The river Imera running close to Himera gave the town its name. The Greeks coming from Messina (called Zankle in the Antiquity) founded this first colony in the area at the mouth of the river between Palermo (then Panormus) and Cefalù (then Cephaloedium). In those times it made a well-placed stronghold as the Carthaginians were close and had spread their power over the west side. In 480 BC the battle between the allied armies of Theron of Agrigento and Gelon of Syracuse against Hamilcar at the front of the enormous Carthaginian army took place in Himera. After his defeat, Hamilcar self immolated by throwing himself over the funeral pyre. It finished the quest of Carthage of taking power of Sicily. In 409 BC Hannibal, Hamilcar’s nephew revenged Hamilcar’ s death by crushing Himera. Himera’s ruins do not come to expectations compared to other archaeological remains.

 

What to See and Do

 

The Greek’s vestiges are within the borders of Termini Imerese. What can be outlined today is the remains of Tempio della Vittoria built in the Doric style. It is thought to have been constructed in honour for the victory over Carthage ( A hypothesis some scholars doubt about) This temple was destroyed by Hannibal. The town’s necropolis, situated to the south of the temple, is, at present, being excavated.
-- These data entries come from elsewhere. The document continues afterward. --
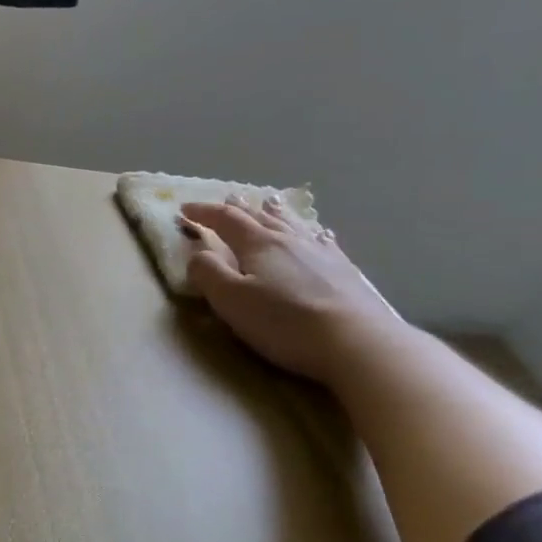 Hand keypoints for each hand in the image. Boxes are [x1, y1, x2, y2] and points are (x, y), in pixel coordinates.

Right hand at [178, 196, 403, 384]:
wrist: (357, 342)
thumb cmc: (284, 322)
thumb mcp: (231, 300)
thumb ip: (208, 273)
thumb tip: (198, 254)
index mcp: (258, 245)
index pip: (226, 219)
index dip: (204, 212)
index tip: (185, 209)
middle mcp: (289, 240)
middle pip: (260, 217)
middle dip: (239, 208)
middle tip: (226, 199)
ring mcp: (321, 253)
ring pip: (292, 224)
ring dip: (275, 212)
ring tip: (268, 202)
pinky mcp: (344, 271)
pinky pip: (322, 241)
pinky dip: (311, 232)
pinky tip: (318, 233) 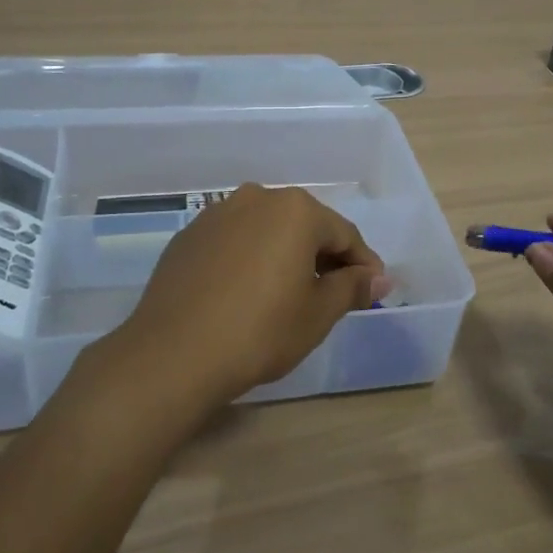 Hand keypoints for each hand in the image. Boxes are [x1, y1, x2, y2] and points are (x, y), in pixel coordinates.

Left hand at [105, 184, 387, 414]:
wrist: (173, 354)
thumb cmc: (260, 331)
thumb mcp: (318, 313)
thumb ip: (352, 287)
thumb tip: (379, 277)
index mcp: (295, 209)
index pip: (343, 234)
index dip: (363, 264)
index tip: (372, 290)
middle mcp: (257, 198)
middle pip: (304, 226)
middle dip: (324, 256)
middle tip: (334, 295)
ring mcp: (218, 213)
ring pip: (267, 230)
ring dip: (285, 254)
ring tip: (289, 293)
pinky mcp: (190, 235)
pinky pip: (235, 240)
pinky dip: (250, 259)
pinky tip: (247, 292) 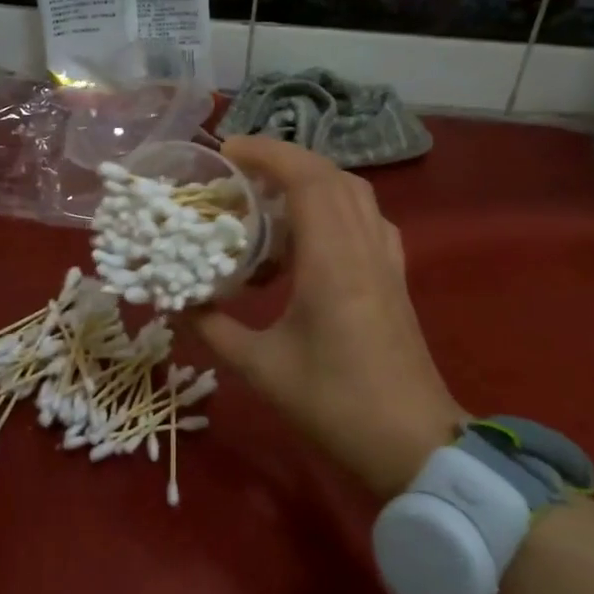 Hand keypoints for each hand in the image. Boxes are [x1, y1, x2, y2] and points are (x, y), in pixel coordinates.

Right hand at [192, 138, 463, 498]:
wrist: (413, 444)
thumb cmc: (335, 404)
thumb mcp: (262, 369)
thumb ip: (215, 329)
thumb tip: (180, 304)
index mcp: (333, 261)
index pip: (307, 180)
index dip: (268, 153)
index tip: (228, 150)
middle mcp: (365, 248)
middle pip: (332, 177)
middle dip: (285, 160)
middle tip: (240, 171)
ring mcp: (386, 261)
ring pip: (355, 194)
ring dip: (312, 181)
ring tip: (269, 197)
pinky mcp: (395, 278)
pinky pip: (367, 220)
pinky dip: (336, 207)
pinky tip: (311, 233) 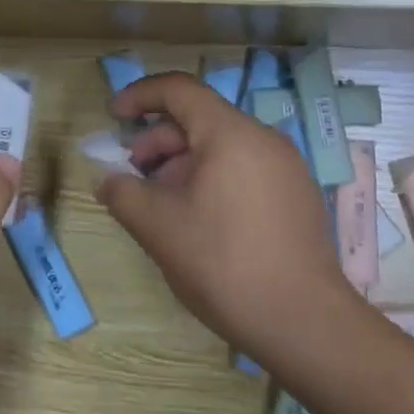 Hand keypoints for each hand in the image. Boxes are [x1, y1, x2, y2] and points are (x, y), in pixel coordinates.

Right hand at [97, 72, 361, 365]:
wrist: (306, 325)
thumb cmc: (224, 264)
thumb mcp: (159, 228)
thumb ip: (123, 193)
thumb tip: (108, 180)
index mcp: (231, 133)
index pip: (179, 89)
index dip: (140, 96)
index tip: (113, 117)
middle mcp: (264, 138)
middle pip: (199, 119)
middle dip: (157, 140)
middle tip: (132, 174)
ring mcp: (286, 167)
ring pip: (222, 146)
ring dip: (182, 163)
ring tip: (161, 203)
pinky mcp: (297, 195)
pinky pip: (244, 168)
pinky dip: (211, 178)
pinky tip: (198, 219) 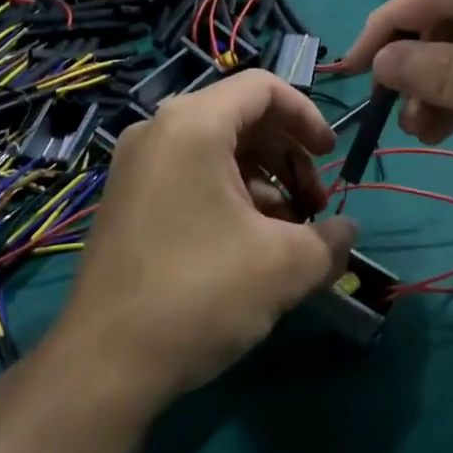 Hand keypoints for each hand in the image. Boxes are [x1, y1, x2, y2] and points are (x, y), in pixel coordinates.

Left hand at [39, 71, 355, 423]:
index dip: (307, 116)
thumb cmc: (200, 294)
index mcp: (193, 124)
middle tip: (315, 208)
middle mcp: (158, 131)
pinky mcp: (128, 200)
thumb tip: (347, 233)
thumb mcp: (283, 266)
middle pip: (241, 118)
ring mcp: (136, 166)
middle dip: (288, 157)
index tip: (330, 158)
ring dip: (263, 183)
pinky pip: (190, 176)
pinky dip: (228, 197)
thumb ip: (329, 239)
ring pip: (217, 151)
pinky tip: (249, 248)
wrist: (104, 364)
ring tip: (287, 237)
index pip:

A small sized antiquarium, set 100 m away from the entrance, houses only some artefacts such as a sculpture of a lion head-shaped spouts (Picture 3) to make water flow down the temple’s roof as the most admirable pieces are in Museo Archeologico Regionale in Palermo.

 

How to Get to/away

 

BY BUS: There are buses leaving from and arriving at Termini Imerese, 8 km away from Himera.
BY TRAIN: it is the best way to get near Himera. The trains of the lines Palermo-Messina and Palermo-Agrigento call at Termini Imerese. Trains from Palermo leave every 20 minutes.